There was a woman with the man now and Thea looked for blood on her, expecting broken limbs and jagged wounds, but there was nothing, not even a torn blouse. The both of them worked their mouths madly, like gulping fish, expectantly looking at her and then the cars and then back to her again. She should respond, she thought, but she didn’t know what to say. The words were there, but they were busy dancing in her brain, enjoying themselves – shaken loose by the impact and free to partner up however they chose.
Her car was concertinaed. It was a shock, how impressively the whole thing could crumple, yet keep her whole as a seed inside its tattered fruit.

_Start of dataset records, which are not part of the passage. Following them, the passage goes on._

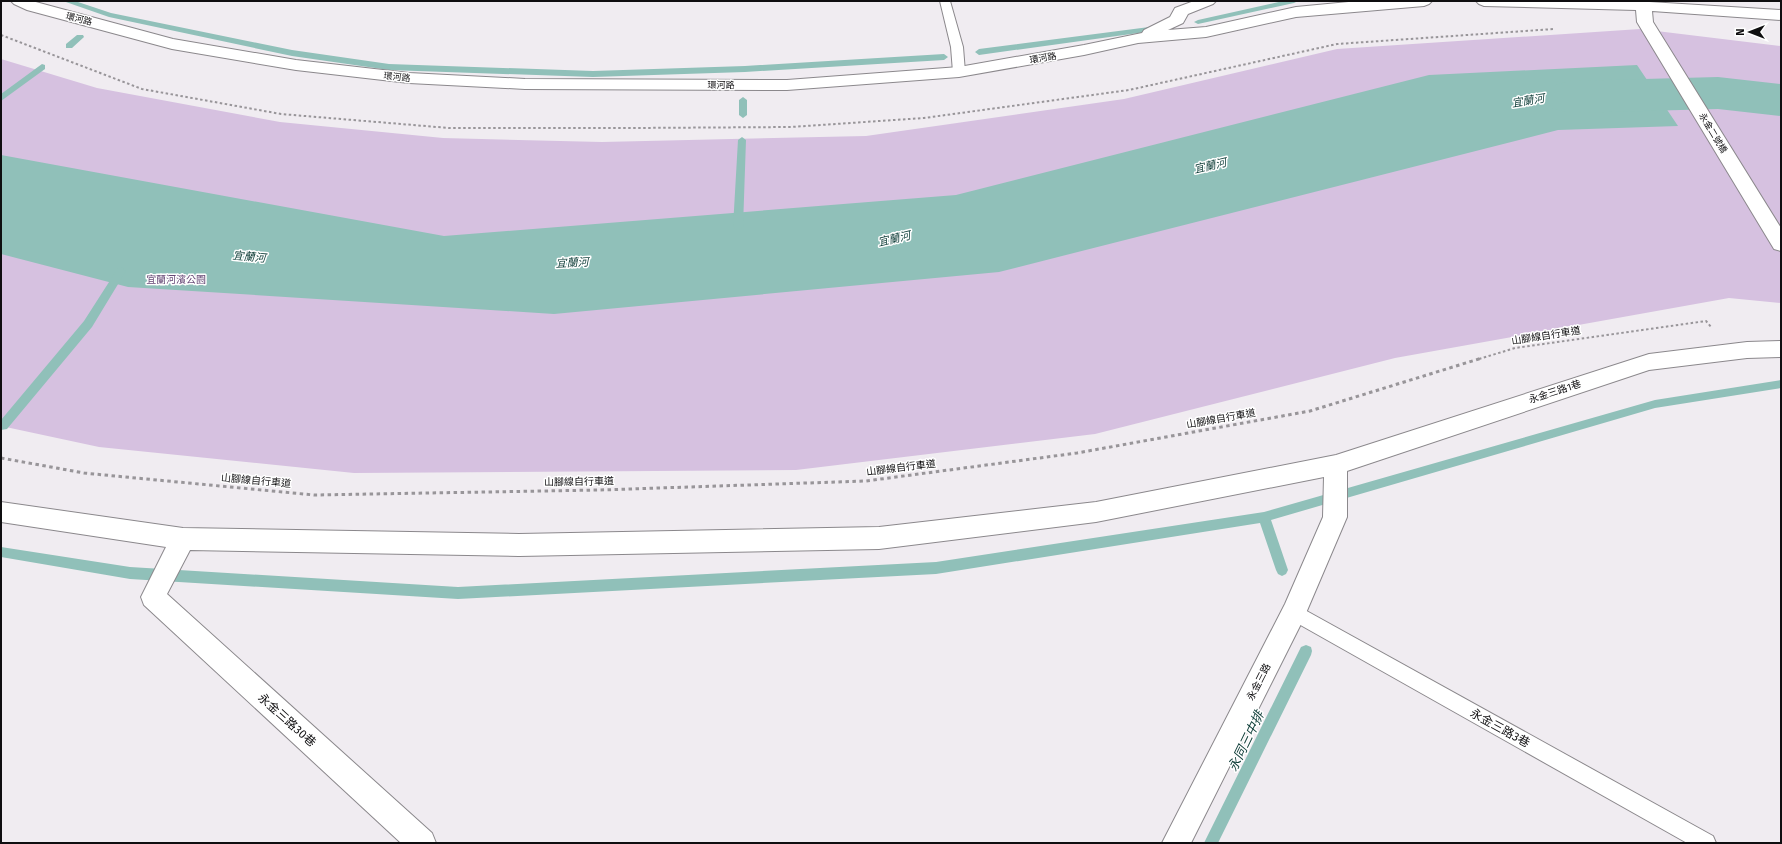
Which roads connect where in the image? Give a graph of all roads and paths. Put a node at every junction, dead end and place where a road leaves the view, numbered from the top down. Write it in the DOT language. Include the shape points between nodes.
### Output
graph roads {
  1 [pos="19,1"];
  2 [pos="945,1"];
  3 [pos="1208,1"];
  4 [pos="1424,1"];
  5 [pos="1484,1"];
  6 [pos="1644,14"];
  7 [pos="1781,15"];
  8 [pos="1138,38"];
  9 [pos="959,72"];
  10 [pos="1781,244"];
  11 [pos="1715,331"];
  12 [pos="1781,349"];
  13 [pos="1,458"];
  14 [pos="1336,465"];
  15 [pos="1,512"];
  16 [pos="183,539"];
  17 [pos="1294,612"];
  18 [pos="422,843"];
  19 [pos="1176,843"];
  20 [pos="1706,843"];
  1 -- 9 [label="street, 環河路" via="172,44 296,65 409,78 525,84 787,85"];
  2 -- 9 [label="lane" via="957,47"];
  3 -- 8 [label="street" via="1181,10 1177,20"];
  4 -- 8 [label="street, 環河路" via="1296,12 1206,32"];
  5 -- 6 [label="street"];
  6 -- 7 [label="street"];
  6 -- 10 [label="street, 永金二號橋"];
  8 -- 9 [label="street, 環河路"];
  11 -- 13 [label="path, 山腳線自行車道" via="1706,321 1515,348 1310,411 1077,453 866,481 600,490 314,495 84,473"];
  12 -- 14 [label="street, 永金三路1巷" via="1747,350 1649,362"];
  14 -- 16 [label="street, 永金三路1巷" via="1096,512 879,538 519,545"];
  14 -- 17 [label="street, 永金三路" via="1335,518"];
  15 -- 16 [label="street, 永金三路1巷"];
  16 -- 18 [label="street, 永金三路30巷" via="153,597"];
  17 -- 19 [label="street, 永金三路"];
  17 -- 20 [label="lane, 永金三路3巷"];
}
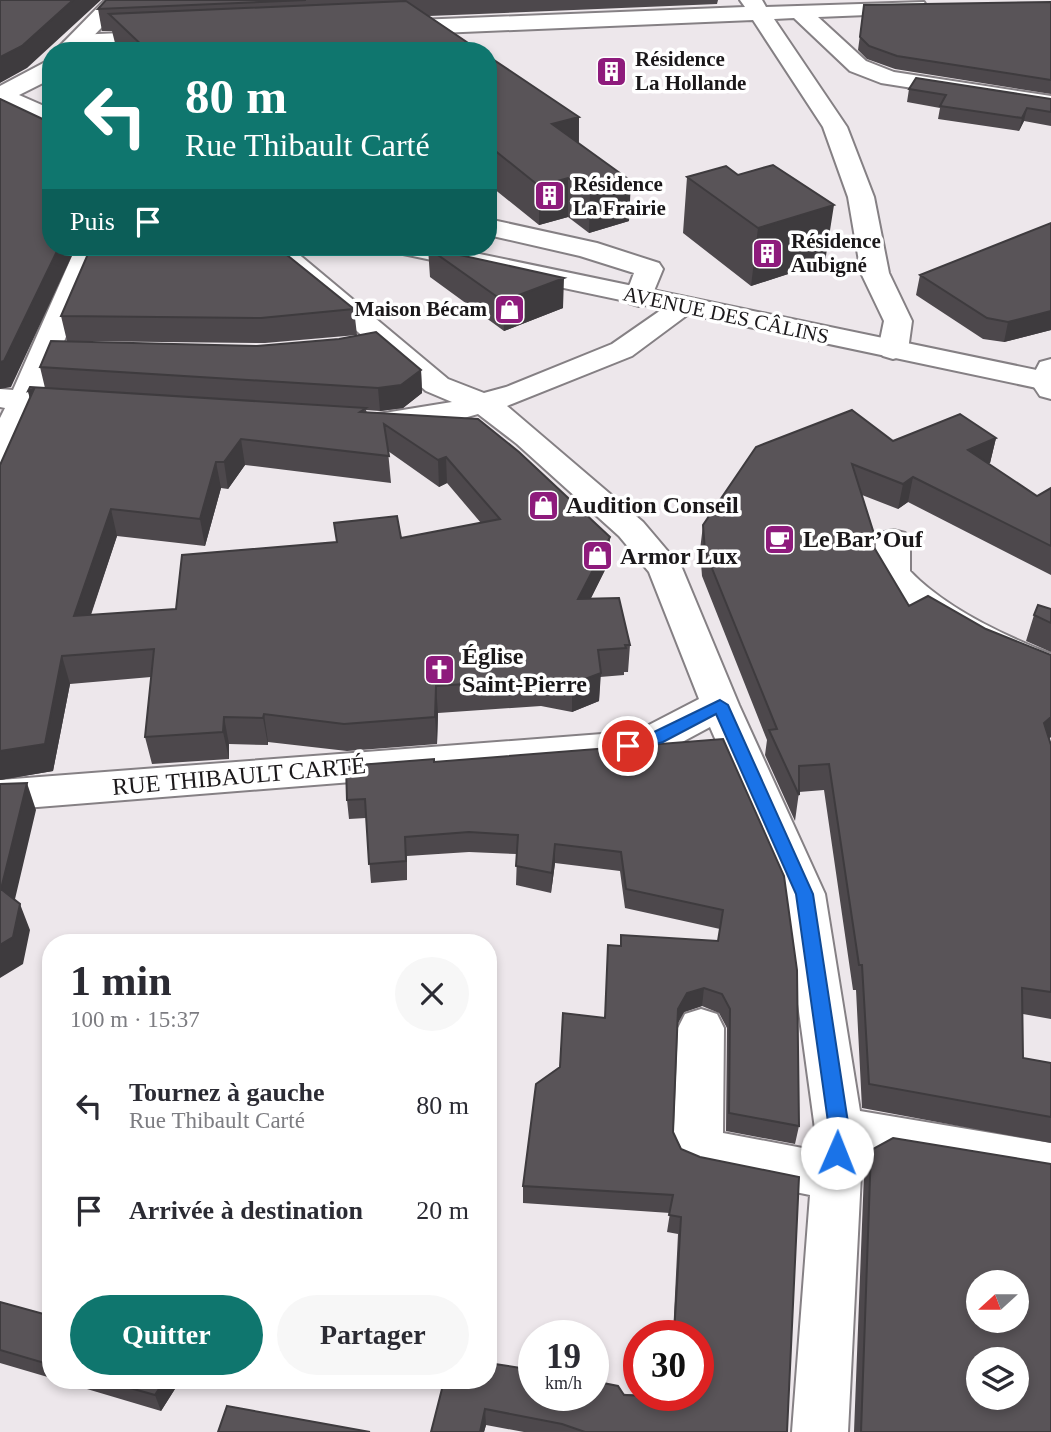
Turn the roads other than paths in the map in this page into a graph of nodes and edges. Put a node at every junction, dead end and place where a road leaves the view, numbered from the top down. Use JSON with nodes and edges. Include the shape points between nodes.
{"nodes":[{"id":1,"x":117,"y":0,"type":"edge"},
{"id":2,"x":755,"y":5,"type":"edge"},
{"id":3,"x":935,"y":7,"type":"edge"},
{"id":4,"x":798,"y":10,"type":"junction"},
{"id":5,"x":376,"y":29,"type":"edge"},
{"id":6,"x":189,"y":37,"type":"edge"},
{"id":7,"x":75,"y":42,"type":"edge"},
{"id":8,"x":123,"y":42,"type":"edge"},
{"id":9,"x":42,"y":74,"type":"edge"},
{"id":10,"x":0,"y":94,"type":"edge"},
{"id":11,"x":1051,"y":103,"type":"edge"},
{"id":12,"x":42,"y":114,"type":"edge"},
{"id":13,"x":497,"y":231,"type":"edge"},
{"id":14,"x":79,"y":256,"type":"edge"},
{"id":15,"x":285,"y":256,"type":"edge"},
{"id":16,"x":450,"y":256,"type":"edge"},
{"id":17,"x":639,"y":297,"type":"junction"},
{"id":18,"x":684,"y":307,"type":"junction"},
{"id":19,"x":387,"y":341,"type":"junction"},
{"id":20,"x":355,"y":350,"type":"edge"},
{"id":21,"x":893,"y":350,"type":"junction"},
{"id":22,"x":1049,"y":380,"type":"edge"},
{"id":23,"x":12,"y":398,"type":"edge"},
{"id":24,"x":117,"y":405,"type":"edge"},
{"id":25,"x":486,"y":405,"type":"junction"},
{"id":26,"x":352,"y":421,"type":"edge"},
{"id":27,"x":0,"y":454,"type":"edge"},
{"id":28,"x":893,"y":541,"type":"dead end"},
{"id":29,"x":1051,"y":668,"type":"edge"},
{"id":30,"x":720,"y":705,"type":"junction"},
{"id":31,"x":0,"y":795,"type":"edge"},
{"id":32,"x":701,"y":1028,"type":"dead end"},
{"id":33,"x":839,"y":1129,"type":"junction"},
{"id":34,"x":1051,"y":1165,"type":"edge"},
{"id":35,"x":835,"y":1177,"type":"junction"},
{"id":36,"x":820,"y":1432,"type":"edge"}],
"edges":[{"from":1,"to":7,"type":"street"},
{"from":2,"to":4,"type":"street"},
{"from":2,"to":5,"type":"street"},
{"from":2,"to":21,"type":"street","via":[[835,127],[860,197],[875,273],[898,321]]},
{"from":3,"to":4,"type":"street"},
{"from":4,"to":11,"type":"street","via":[[858,66],[889,78]]},
{"from":6,"to":8,"type":"street"},
{"from":9,"to":10,"type":"street"},
{"from":10,"to":12,"type":"street"},
{"from":13,"to":17,"type":"street","via":[[587,249],[649,269]]},
{"from":14,"to":23,"type":"street","via":[[58,352]]},
{"from":15,"to":19,"type":"street"},
{"from":16,"to":17,"type":"street","name":"AVENUE DES CÂLINS"},
{"from":17,"to":18,"type":"street","name":"AVENUE DES CÂLINS"},
{"from":18,"to":21,"type":"street","name":"AVENUE DES CÂLINS"},
{"from":18,"to":25,"type":"street","via":[[622,350]]},
{"from":19,"to":20,"type":"street"},
{"from":19,"to":25,"type":"street","via":[[437,386]]},
{"from":21,"to":22,"type":"street","name":"AVENUE DES CÂLINS"},
{"from":23,"to":24,"type":"street"},
{"from":23,"to":27,"type":"street"},
{"from":25,"to":26,"type":"street","via":[[432,417]]},
{"from":25,"to":30,"type":"street","via":[[528,436],[659,559]]},
{"from":28,"to":29,"type":"street","via":[[893,574],[915,598],[1010,652]]},
{"from":30,"to":31,"type":"street","name":"RUE THIBAULT CARTÉ","via":[[657,738],[628,746]]},
{"from":30,"to":33,"type":"street","via":[[804,894]]},
{"from":32,"to":35,"type":"street","via":[[698,1150]]},
{"from":33,"to":34,"type":"street"},
{"from":33,"to":35,"type":"street"},
{"from":35,"to":36,"type":"street"}]}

But, if she was fruit, then she was the rotten kind, she realised with a gulp that turned into a choking gasp. She could have hurt that man and woman staring at her now. She could have killed them. Up until that point, the only damage her insomnia had done had been to herself – her social life, her concentration, mood, skin, memory and general joy in living. It had never affected someone else, never nearly crushed them in a smoking metal box.
There was pain now. Her nose, a tender, pulsating blob, her knees suddenly shakier than they had been, blood on her collarbone where her seatbelt had taken a bite.
Abruptly, she sank to the cold ground at the roadside. Soon there would be flaring emergency lights and sirens; there would be gentle fingers prodding at her and questions asked and, dimly, she realised she would have to get herself together for all of that. More people gathered, but from her viewpoint sat on the ground, they were just feet, their voices so far above her they may as well have been stars.
There would be so much to do after something like this, Thea thought: the forms and phone calls, appointments and claims. The effort. She didn’t have it in her. She felt so light there was nothing left of her and dealing with all of this needed solidity; it needed heft, a person who felt like they left a footprint when they walked. If someone blew on her she would simply dissipate, like dust on the wind.
Idly, she watched liquid seep from under her car and with the same blankness with which she’d thought of everything else, she wondered if the liquid was flammable, or if it was merely water.
She should have cared, one way or the other.
At that moment her hand buzzed. She blinked. Maybe it was an injury of some kind, she thought slowly. She would probably need to get it checked out, once she got up from this really rather comfortable bit of damp ground. It buzzed again and this time her eyes managed to get the message over to her brain that she was still clutching her phone. Looking down at it, a notification flashed up, some advert from one of her apps, something she’d probably seen a thousand times before. At first, she thought it was the universe’s idea of a cruel joke. But then, as she sat there amongst the twisted metal and shattered glass, she came to think of it more as salvation:
Morpheus. Dream your way to a better you – one sleep at a time.